The right to private and family life

Another unresolved issue is how a Love Contract imposes on an employee’s right to private and family life under Article 8 of the European Convention on Human Rights. However, even leaving aside Brexit arguments, it would be a rare set of circumstances that the ECHR would be invoked in a workplace dispute.

Nonetheless, as a general policy consideration the increasing prevalence of Love Contracts may start more general conversations about the ability of employers to collect such personal information about employees. It would be worth keeping track of such public discussions to ensure your own policy is aligned to market practice and generally accepted standards.

LGBT+ issues

Love Contracts pose a particular risk for LGBT+ employees for two reasons. First, your business may be operating in locations which are hostile to the LGBT+ community. Your policy should be mindful of who holds the information and who has access to it. You should also be conscious of the reporting line, as the direct line manager or local HR person may not be best placed to deal with this information appropriately. You may also have to consider your legal obligations in countries where homosexuality is explicitly illegal.
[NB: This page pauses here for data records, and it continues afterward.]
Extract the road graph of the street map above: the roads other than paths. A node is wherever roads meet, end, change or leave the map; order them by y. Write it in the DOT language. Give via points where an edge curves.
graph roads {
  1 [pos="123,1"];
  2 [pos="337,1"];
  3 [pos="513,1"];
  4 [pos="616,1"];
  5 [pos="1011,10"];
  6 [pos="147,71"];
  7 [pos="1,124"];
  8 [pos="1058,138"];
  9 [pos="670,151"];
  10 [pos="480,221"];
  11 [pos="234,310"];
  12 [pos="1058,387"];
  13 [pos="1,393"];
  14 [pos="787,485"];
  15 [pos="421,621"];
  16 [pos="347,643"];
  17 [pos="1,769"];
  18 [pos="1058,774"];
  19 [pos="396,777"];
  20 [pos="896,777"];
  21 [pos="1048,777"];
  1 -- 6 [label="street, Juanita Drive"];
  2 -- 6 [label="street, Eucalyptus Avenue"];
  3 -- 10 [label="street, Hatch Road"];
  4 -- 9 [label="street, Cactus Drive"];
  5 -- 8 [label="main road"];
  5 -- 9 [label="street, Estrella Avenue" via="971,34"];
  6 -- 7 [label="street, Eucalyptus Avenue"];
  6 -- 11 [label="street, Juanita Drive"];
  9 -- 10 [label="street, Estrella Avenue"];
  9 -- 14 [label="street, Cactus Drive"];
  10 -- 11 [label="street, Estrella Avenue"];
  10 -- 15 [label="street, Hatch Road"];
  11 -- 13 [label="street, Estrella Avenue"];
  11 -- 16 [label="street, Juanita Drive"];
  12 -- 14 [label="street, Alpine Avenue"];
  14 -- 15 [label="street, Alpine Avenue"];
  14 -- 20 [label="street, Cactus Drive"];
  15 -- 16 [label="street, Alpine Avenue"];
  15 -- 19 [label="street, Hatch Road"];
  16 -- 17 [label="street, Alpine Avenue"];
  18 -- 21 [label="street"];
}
In most cases, having your policy not applicable in these countries may be the most sensible option.

You should also be mindful of employees who may not wish to reveal their sexuality to their employer. Regardless of the sensitive nature in which this information will be handled, some employees may feel strongly about having to ‘come out’ to their employer if they are in relationship with a colleague. Therefore, how your policy is enforced should be sensitive of such issues, perhaps by providing that these hard cases are mitigating circumstances.